┌─ Extracted data
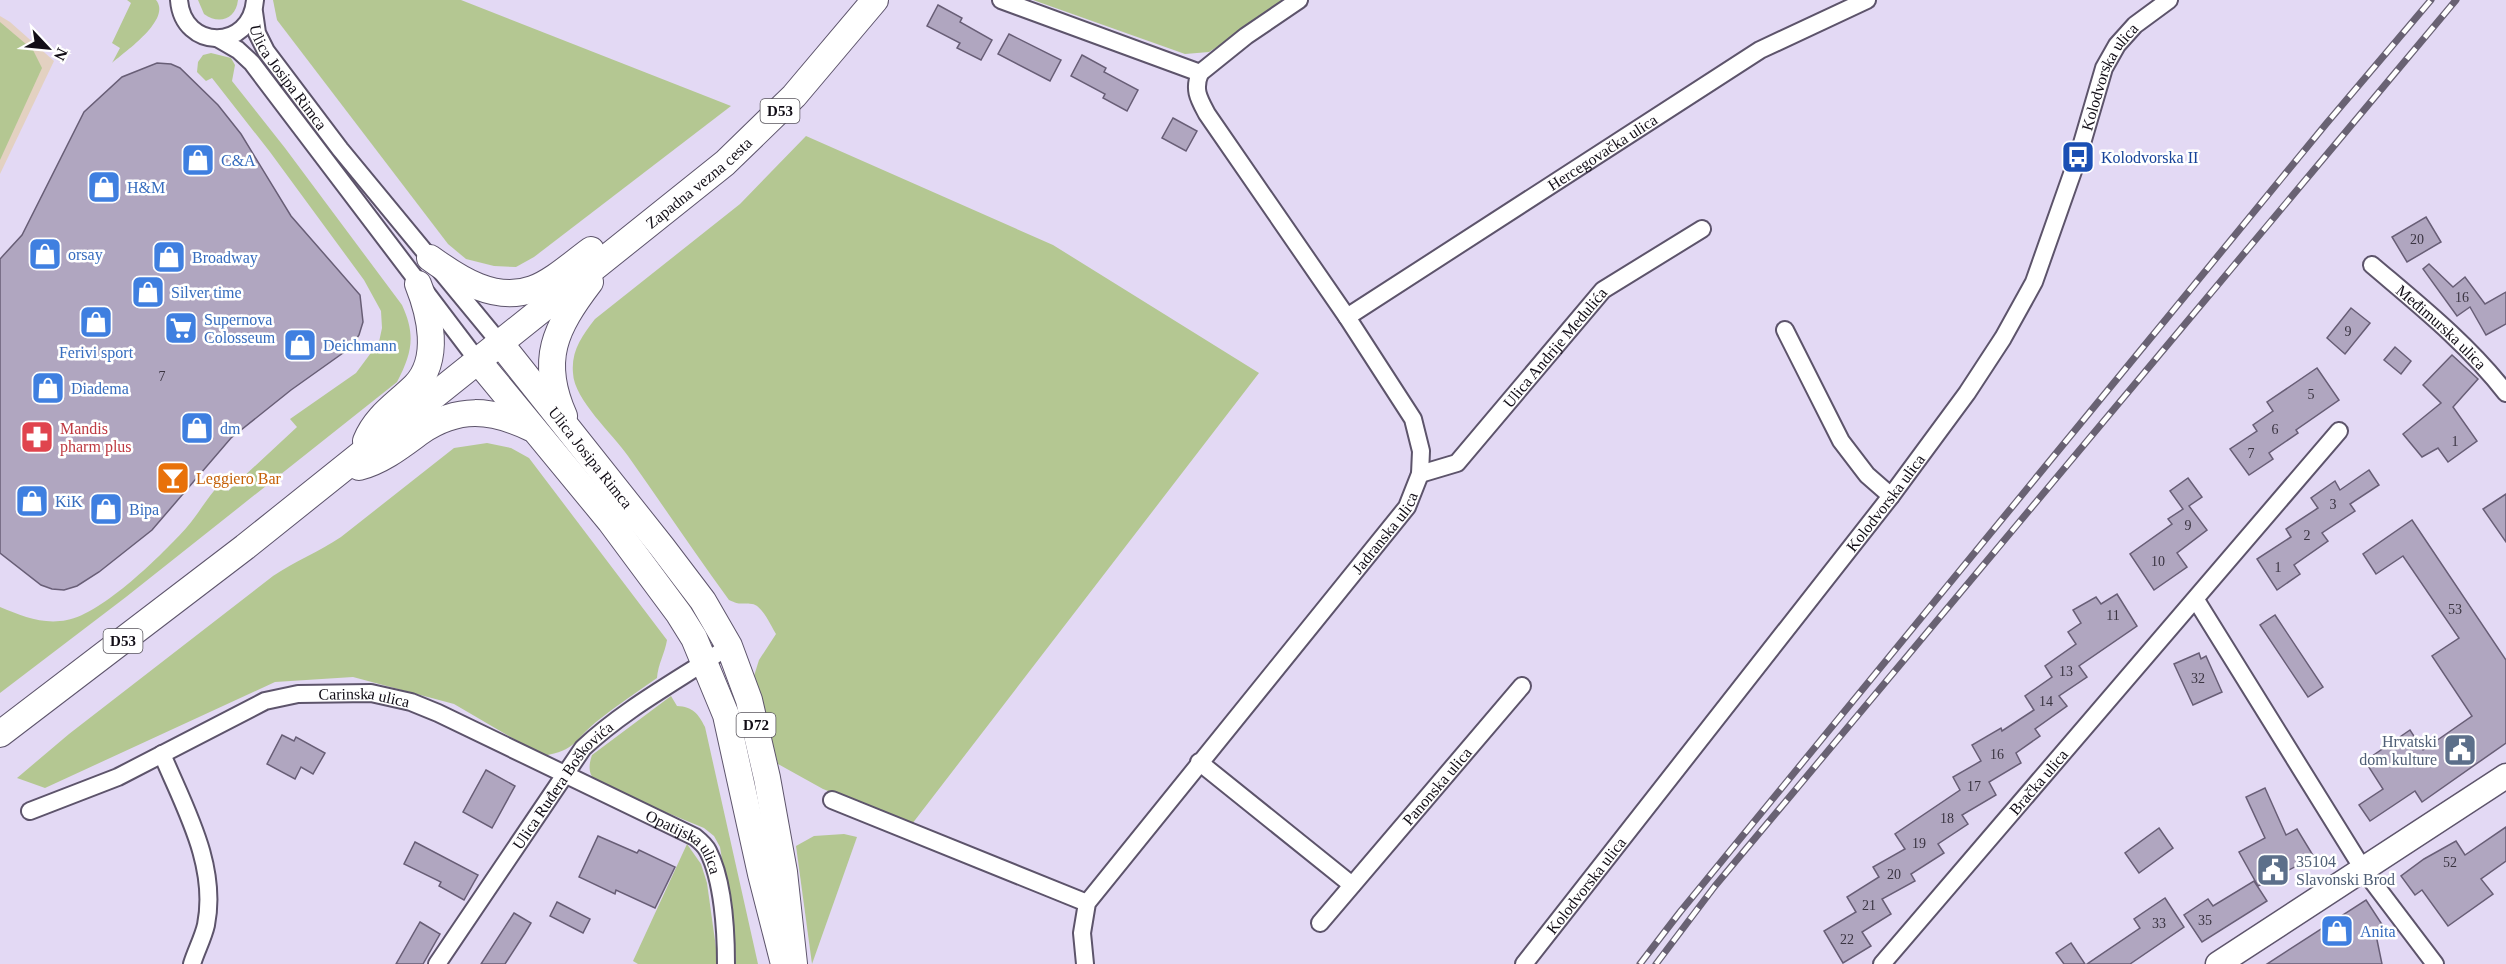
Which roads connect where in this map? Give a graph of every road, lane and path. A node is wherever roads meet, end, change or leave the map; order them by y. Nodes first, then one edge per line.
1 (179, 0) edge
2 (874, 0) edge
3 (1001, 0) edge
4 (1299, 0) edge
5 (1867, 0) edge
6 (2167, 1) edge
7 (255, 6) edge
8 (219, 39) junction
9 (1200, 73) junction
10 (670, 207) junction
11 (1702, 229) dead end
12 (612, 254) junction
13 (430, 258) junction
14 (2372, 265) dead end
15 (418, 284) junction
16 (1347, 317) junction
17 (1785, 330) dead end
18 (500, 343) junction
19 (478, 361) junction
20 (2506, 393) edge
21 (533, 430) junction
22 (2339, 431) dead end
23 (576, 440) junction
24 (363, 453) junction
25 (339, 472) junction
26 (1420, 474) junction
27 (1892, 496) junction
28 (2196, 600) junction
29 (729, 646) junction
30 (705, 663) junction
31 (1522, 686) dead end
32 (0, 734) edge
33 (162, 754) junction
34 (1199, 762) junction
35 (563, 775) junction
36 (2506, 776) edge
37 (832, 800) dead end
38 (30, 811) dead end
39 (2363, 870) junction
40 (1352, 885) junction
41 (1088, 903) junction
42 (1320, 923) dead end
43 (192, 964) edge
44 (437, 964) edge
45 (726, 964) edge
46 (786, 964) edge
47 (794, 964) edge
48 (1085, 964) edge
49 (1524, 964) edge
50 (1882, 964) edge
51 (2218, 964) edge
52 (2435, 964) edge

1 - 8 street, Ulica Josipa Rimca
2 - 10 main road, Zapadna vezna cesta / D53
3 - 9 street
4 - 9 street
5 - 16 street, Hercegovačka ulica
6 - 27 street, Kolodvorska ulica
7 - 8 street, Ulica Josipa Rimca
7 - 13 street, Ulica Josipa Rimca
8 - 15 street, Ulica Josipa Rimca
9 - 16 street, Jadranska ulica
10 - 12 main road, Zapadna vezna cesta / D53
10 - 13 main road
11 - 26 street, Ulica Andrije Medulića
12 - 18 main road, Zapadna vezna cesta / D53
12 - 23 main road
13 - 18 street, Ulica Josipa Rimca
14 - 20 street, Međimurska ulica
15 - 19 street, Ulica Josipa Rimca
15 - 24 main road
16 - 26 street, Jadranska ulica
17 - 27 street
18 - 19 main road, D53
18 - 23 main road, Ulica Josipa Rimca / D72
19 - 21 main road, Ulica Josipa Rimca / D72
19 - 24 main road, D53
21 - 25 main road
21 - 30 main road, Ulica Josipa Rimca / D72
22 - 28 street, Bračka ulica
23 - 29 main road, Ulica Josipa Rimca / D72
24 - 25 main road, D53
25 - 32 main road, D53
26 - 34 street, Jadranska ulica
27 - 49 street, Kolodvorska ulica
28 - 39 street
28 - 50 street, Bračka ulica
29 - 30 street, Ulica Ruđera Boškovića
29 - 47 main road, Ulica Josipa Rimca / D72
30 - 35 street, Ulica Ruđera Boškovića
30 - 46 main road, Ulica Josipa Rimca / D72
31 - 40 street, Panonska ulica
33 - 35 street, Carinska ulica
33 - 38 street, Carinska ulica
33 - 43 street
34 - 40 street
34 - 41 street, Jadranska ulica
35 - 44 street, Ulica Ruđera Boškovića
35 - 45 street, Opatijska ulica
36 - 39 main road
37 - 41 street
39 - 51 main road
39 - 52 street
40 - 42 street, Panonska ulica
41 - 48 street, Jadranska ulica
└─
§ About this task
Please transcribe the material above exactly as written. Leave the pictures out.

§ Solution to this problem
Which roads connect where in this map? Give a graph of every road, lane and path. A node is wherever roads meet, end, change or leave the map; order them by y. Nodes first, then one edge per line.
1 (179, 0) edge
2 (874, 0) edge
3 (1001, 0) edge
4 (1299, 0) edge
5 (1867, 0) edge
6 (2167, 1) edge
7 (255, 6) edge
8 (219, 39) junction
9 (1200, 73) junction
10 (670, 207) junction
11 (1702, 229) dead end
12 (612, 254) junction
13 (430, 258) junction
14 (2372, 265) dead end
15 (418, 284) junction
16 (1347, 317) junction
17 (1785, 330) dead end
18 (500, 343) junction
19 (478, 361) junction
20 (2506, 393) edge
21 (533, 430) junction
22 (2339, 431) dead end
23 (576, 440) junction
24 (363, 453) junction
25 (339, 472) junction
26 (1420, 474) junction
27 (1892, 496) junction
28 (2196, 600) junction
29 (729, 646) junction
30 (705, 663) junction
31 (1522, 686) dead end
32 (0, 734) edge
33 (162, 754) junction
34 (1199, 762) junction
35 (563, 775) junction
36 (2506, 776) edge
37 (832, 800) dead end
38 (30, 811) dead end
39 (2363, 870) junction
40 (1352, 885) junction
41 (1088, 903) junction
42 (1320, 923) dead end
43 (192, 964) edge
44 (437, 964) edge
45 (726, 964) edge
46 (786, 964) edge
47 (794, 964) edge
48 (1085, 964) edge
49 (1524, 964) edge
50 (1882, 964) edge
51 (2218, 964) edge
52 (2435, 964) edge

1 - 8 street, Ulica Josipa Rimca
2 - 10 main road, Zapadna vezna cesta / D53
3 - 9 street
4 - 9 street
5 - 16 street, Hercegovačka ulica
6 - 27 street, Kolodvorska ulica
7 - 8 street, Ulica Josipa Rimca
7 - 13 street, Ulica Josipa Rimca
8 - 15 street, Ulica Josipa Rimca
9 - 16 street, Jadranska ulica
10 - 12 main road, Zapadna vezna cesta / D53
10 - 13 main road
11 - 26 street, Ulica Andrije Medulića
12 - 18 main road, Zapadna vezna cesta / D53
12 - 23 main road
13 - 18 street, Ulica Josipa Rimca
14 - 20 street, Međimurska ulica
15 - 19 street, Ulica Josipa Rimca
15 - 24 main road
16 - 26 street, Jadranska ulica
17 - 27 street
18 - 19 main road, D53
18 - 23 main road, Ulica Josipa Rimca / D72
19 - 21 main road, Ulica Josipa Rimca / D72
19 - 24 main road, D53
21 - 25 main road
21 - 30 main road, Ulica Josipa Rimca / D72
22 - 28 street, Bračka ulica
23 - 29 main road, Ulica Josipa Rimca / D72
24 - 25 main road, D53
25 - 32 main road, D53
26 - 34 street, Jadranska ulica
27 - 49 street, Kolodvorska ulica
28 - 39 street
28 - 50 street, Bračka ulica
29 - 30 street, Ulica Ruđera Boškovića
29 - 47 main road, Ulica Josipa Rimca / D72
30 - 35 street, Ulica Ruđera Boškovića
30 - 46 main road, Ulica Josipa Rimca / D72
31 - 40 street, Panonska ulica
33 - 35 street, Carinska ulica
33 - 38 street, Carinska ulica
33 - 43 street
34 - 40 street
34 - 41 street, Jadranska ulica
35 - 44 street, Ulica Ruđera Boškovića
35 - 45 street, Opatijska ulica
36 - 39 main road
37 - 41 street
39 - 51 main road
39 - 52 street
40 - 42 street, Panonska ulica
41 - 48 street, Jadranska ulica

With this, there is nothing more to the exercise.